Does that famous picture of Bach, sourly holding a piece of paper, look more sour than usual lately?
He must have gotten a “Dear Johann” letter from violinist Maureen Choi, playing East Lansing’s Summer Solstice Jazz Festival 7 p.m. Friday.
The mercurial, muscular Latin jazz violinist is a good musician to have in your corner, but alas, there’s only one of her. While studying violin at MSU, Choi was firmly on the path of classical music, but she kept running into jazz studies director Rodney Whitaker, one of the most charismatic performers and persuasive guys around.
Kalamazoo-born Choi’s path was pretty clear up to that point. Her father, an avid music lover and classical guitarist, played music in the house all day and even made mix tapes to play in the car. Her mother, a soprano who studied in Vienna, had students coming to the house all the time.
She was almost done with her studies at MSU and had already applied to study classical violin in Minnesota. Whitaker kept asking her to take one of his jazz classes.
“I’m like, ‘No, I’m busy practicing my Bach,’” she said.

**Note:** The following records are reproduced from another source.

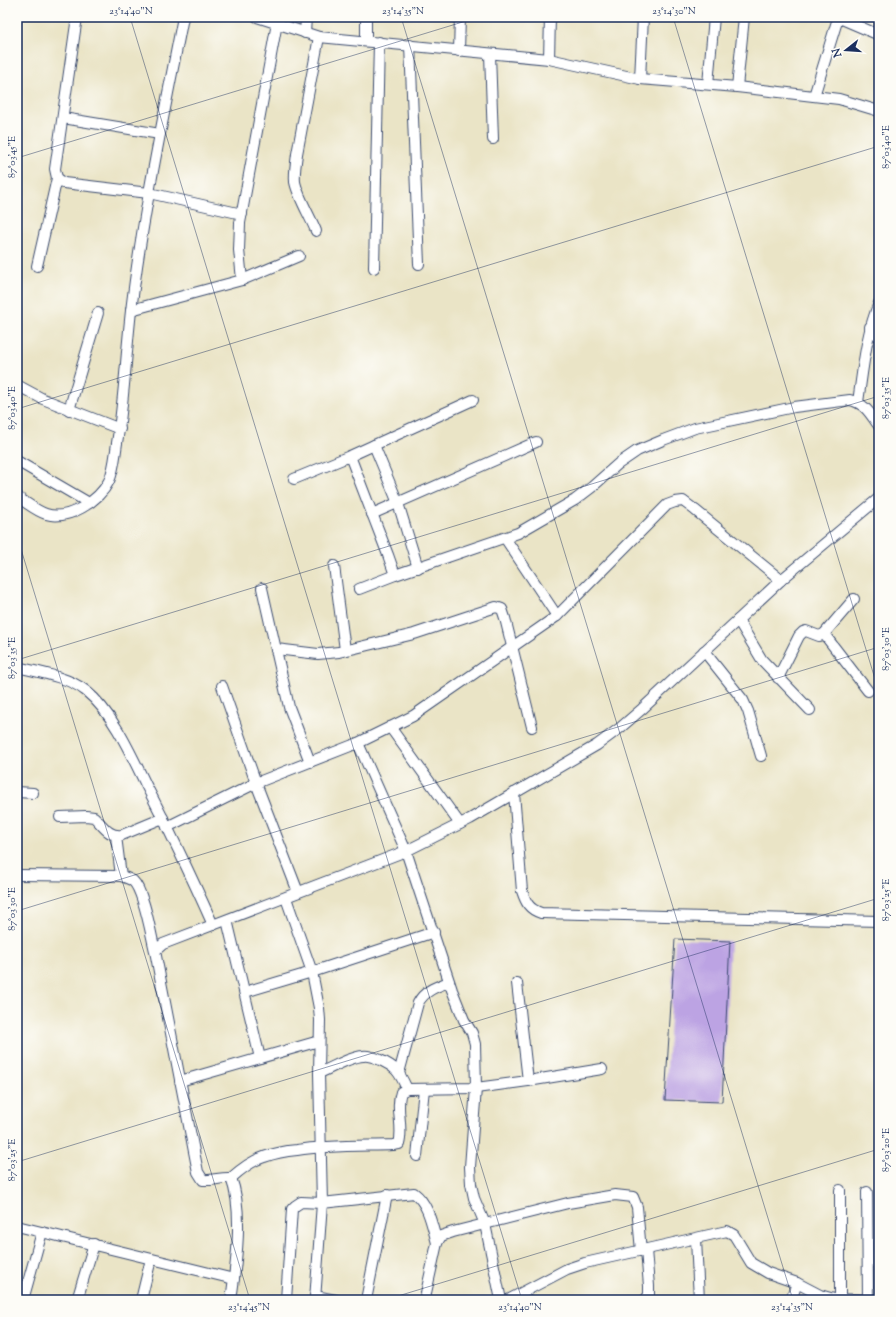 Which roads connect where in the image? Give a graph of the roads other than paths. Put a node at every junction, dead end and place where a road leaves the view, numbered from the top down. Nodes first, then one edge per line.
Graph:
1 (77, 17) edge
2 (183, 17) edge
3 (257, 17) edge
4 (306, 17) edge
5 (366, 17) edge
6 (460, 17) edge
7 (550, 17) edge
8 (643, 17) edge
9 (714, 17) edge
10 (744, 17) edge
11 (838, 17) edge
12 (861, 22) edge
13 (277, 23) junction
14 (305, 33) junction
15 (879, 35) edge
16 (319, 37) junction
17 (366, 41) junction
18 (379, 42) junction
19 (410, 45) junction
20 (459, 51) junction
21 (490, 54) junction
22 (549, 59) junction
23 (640, 79) junction
24 (708, 84) junction
25 (737, 87) junction
26 (814, 96) junction
27 (879, 111) edge
28 (63, 118) junction
29 (160, 134) junction
30 (493, 139) dead end
31 (57, 178) junction
32 (149, 193) junction
33 (242, 214) junction
34 (316, 231) dead end
35 (299, 256) dead end
36 (419, 264) dead end
37 (38, 266) dead end
38 (374, 268) dead end
39 (242, 280) junction
40 (879, 303) edge
41 (131, 310) junction
42 (98, 313) dead end
43 (870, 328) junction
44 (879, 338) edge
45 (17, 385) edge
46 (473, 400) dead end
47 (858, 402) junction
48 (69, 410) junction
49 (879, 426) edge
50 (120, 429) junction
51 (536, 442) dead end
52 (374, 445) junction
53 (350, 456) junction
54 (17, 461) edge
55 (294, 480) dead end
56 (17, 497) edge
57 (879, 498) edge
58 (89, 503) junction
59 (398, 503) junction
60 (372, 514) junction
61 (505, 538) junction
62 (334, 566) dead end
63 (418, 568) junction
64 (395, 575) junction
65 (781, 580) junction
66 (262, 588) dead end
67 (359, 589) dead end
68 (854, 599) dead end
69 (557, 616) junction
70 (738, 620) junction
71 (824, 634) junction
72 (512, 648) junction
73 (276, 649) junction
74 (345, 650) junction
75 (704, 651) junction
76 (17, 667) edge
77 (778, 678) junction
78 (222, 686) dead end
79 (868, 691) dead end
80 (810, 710) dead end
81 (390, 727) junction
82 (532, 727) dead end
83 (358, 743) junction
84 (761, 756) dead end
85 (310, 762) junction
86 (256, 783) junction
87 (17, 792) edge
88 (33, 793) dead end
89 (514, 793) junction
90 (60, 817) dead end
91 (165, 822) junction
92 (460, 824) junction
93 (116, 836) junction
94 (406, 851) junction
95 (17, 875) edge
96 (121, 876) junction
97 (298, 892) junction
98 (286, 898) junction
99 (228, 920) junction
100 (879, 921) edge
101 (214, 925) junction
102 (434, 932) junction
103 (155, 951) junction
104 (312, 972) junction
105 (449, 982) junction
106 (517, 983) dead end
107 (245, 992) junction
108 (319, 1041) junction
109 (260, 1058) junction
110 (602, 1069) dead end
111 (319, 1073) junction
112 (399, 1073) junction
113 (180, 1081) junction
114 (528, 1081) junction
115 (476, 1088) junction
116 (407, 1089) junction
117 (424, 1089) junction
118 (321, 1146) junction
119 (417, 1156) dead end
120 (231, 1178) junction
121 (840, 1190) dead end
122 (867, 1192) dead end
123 (387, 1195) junction
124 (322, 1203) junction
125 (485, 1224) junction
126 (17, 1226) edge
127 (42, 1232) junction
128 (696, 1238) junction
129 (437, 1243) junction
130 (94, 1244) junction
131 (643, 1250) junction
132 (151, 1259) junction
133 (234, 1279) junction
134 (797, 1283) junction
135 (315, 1298) edge
136 (840, 1299) junction
137 (23, 1300) edge
138 (77, 1300) edge
139 (141, 1300) edge
140 (231, 1300) edge
141 (286, 1300) edge
142 (336, 1300) edge
143 (366, 1300) edge
144 (424, 1300) edge
145 (501, 1300) edge
146 (508, 1300) edge
147 (645, 1300) edge
148 (699, 1300) edge
149 (791, 1300) edge
150 (868, 1300) edge
151 (879, 1300) edge

1 - 28 street
2 - 29 street
3 - 13 street
4 - 14 street
5 - 17 street
6 - 20 street
7 - 22 street
8 - 23 street
9 - 24 street
10 - 25 street
11 - 12 street
11 - 26 street
12 - 15 street
13 - 14 street
13 - 33 street
14 - 16 street
16 - 17 street
16 - 34 street
17 - 18 street
18 - 19 street
18 - 38 street
19 - 20 street
19 - 36 street
20 - 21 street
21 - 22 street
21 - 30 street
22 - 23 street
23 - 24 street
24 - 25 street
25 - 26 street
26 - 27 street
28 - 29 street
28 - 31 street
29 - 32 street
31 - 32 street
31 - 37 street
32 - 33 street
32 - 41 street
33 - 39 street
35 - 39 street
39 - 41 street
40 - 43 street
41 - 50 street
42 - 48 street
43 - 44 street
43 - 47 street
45 - 48 street
46 - 52 street
47 - 49 street
47 - 61 street
48 - 50 street
50 - 58 street
51 - 59 street
52 - 53 street
52 - 59 street
53 - 55 street
53 - 60 street
54 - 58 street
56 - 58 street
57 - 65 street
59 - 60 street
59 - 63 street
60 - 64 street
61 - 63 street
61 - 69 street
62 - 74 street
63 - 64 street
64 - 67 street
65 - 69 street
65 - 70 street
66 - 73 street
68 - 71 street
69 - 72 street
70 - 75 street
70 - 77 street
71 - 77 street
71 - 79 street
72 - 74 street
72 - 81 street
72 - 82 street
73 - 74 street
73 - 85 street
75 - 84 street
75 - 89 street
76 - 91 street
77 - 80 street
78 - 86 street
81 - 83 street
81 - 92 street
83 - 85 street
83 - 94 street
85 - 86 street
86 - 91 street
86 - 97 street
87 - 88 street
89 - 92 street
89 - 100 street
90 - 93 street
91 - 93 street
91 - 101 street
92 - 94 street
93 - 96 street
94 - 97 street
94 - 102 street
95 - 96 street
96 - 103 street
97 - 98 street
98 - 99 street
98 - 104 street
99 - 101 street
99 - 107 street
101 - 103 street
102 - 104 street
102 - 105 street
103 - 113 street
104 - 107 street
104 - 108 street
105 - 112 street
105 - 115 street
106 - 114 street
107 - 109 street
108 - 109 street
108 - 111 street
109 - 113 street
110 - 114 street
111 - 112 street
111 - 118 street
112 - 116 street
113 - 120 street
114 - 115 street
115 - 117 street
115 - 125 street
116 - 117 street
116 - 118 street
117 - 119 street
118 - 120 street
118 - 124 street
120 - 133 street
121 - 136 street
122 - 150 street
123 - 124 street
123 - 129 street
123 - 143 street
124 - 135 street
124 - 141 street
125 - 129 street
125 - 131 street
125 - 145 street
126 - 127 street
127 - 130 street
127 - 137 street
128 - 131 street
128 - 134 street
128 - 148 street
129 - 144 street
130 - 132 street
130 - 138 street
131 - 146 street
131 - 147 street
132 - 133 street
132 - 139 street
133 - 140 street
134 - 136 street
134 - 149 street
135 - 142 street
136 - 150 street
150 - 151 street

Whitaker told her that she was a jazz musician, but she just didn’t know it yet. She was already having fun hanging out with jazz students at concerts and in the halls of the music building.
“I thought, ‘What the hell, might as well take the class,’” she said.
Zwing. “I was literally addicted to jazz,” she said. “I felt so liberated. I was playing from my heart, and nobody was telling me what to play.”
After much internal debate, she decided to pursue jazz seriously. She got a scholarship to the Berklee College of Music in Boston, where a second musical door opened.
In Boston, Choi spent her nights salsa dancing “to blow off steam” after practicing all day. She was a ballet dancer as a child and still loves to dance. At school and in the clubs, she met students from Ecuador, Peru, Mexico and Venezuela who introduced her to a new world of musical forms and styles.
Her passions began to blur together.
She started playing Latin gigs, bringing her classical chops, jazz improvisation skills and deep feeling for dance.
Soon she was scoring gigs with salsa king, bandleader and all-around champion of Latin music, Larry Harlow, in New York, Florida and Boston.
“It wasn’t something I had to think hard about,” she said. “It just kind of flowed, and it was very natural.”
Now she lives in Madrid and can’t get over the musical and geographical diversity of Spain. Flamenco music, she said, is only one color in a vast mosaic.
“It’s like the California of Europe,” she said. “The north is completely green and lush and very European. The south, where flamenco was born, is very, dry, hot, desert-like, and the tempo is completely different.”
Choi’s first CD, with Whitaker and pianist Rick Roe, sticks largely to jazz standards, but her second CD, “Ida y Vuelta,” takes the full plunge into the music of the Spanish diaspora, from Spain across the ocean and southward through Latin America.
In East Lansing, she’ll play music from “Ida y Vuelta” and new compositions that point to more sophisticated, surprising forms of musical fusion.
“We’re arranging a couple of pieces from Rimsky-Korsakov’s ‘Scheherezade’ with a flamenco twist,” she said. “I’m tying every aspect of who I am and everything that I love and bringing it out in my quartet.”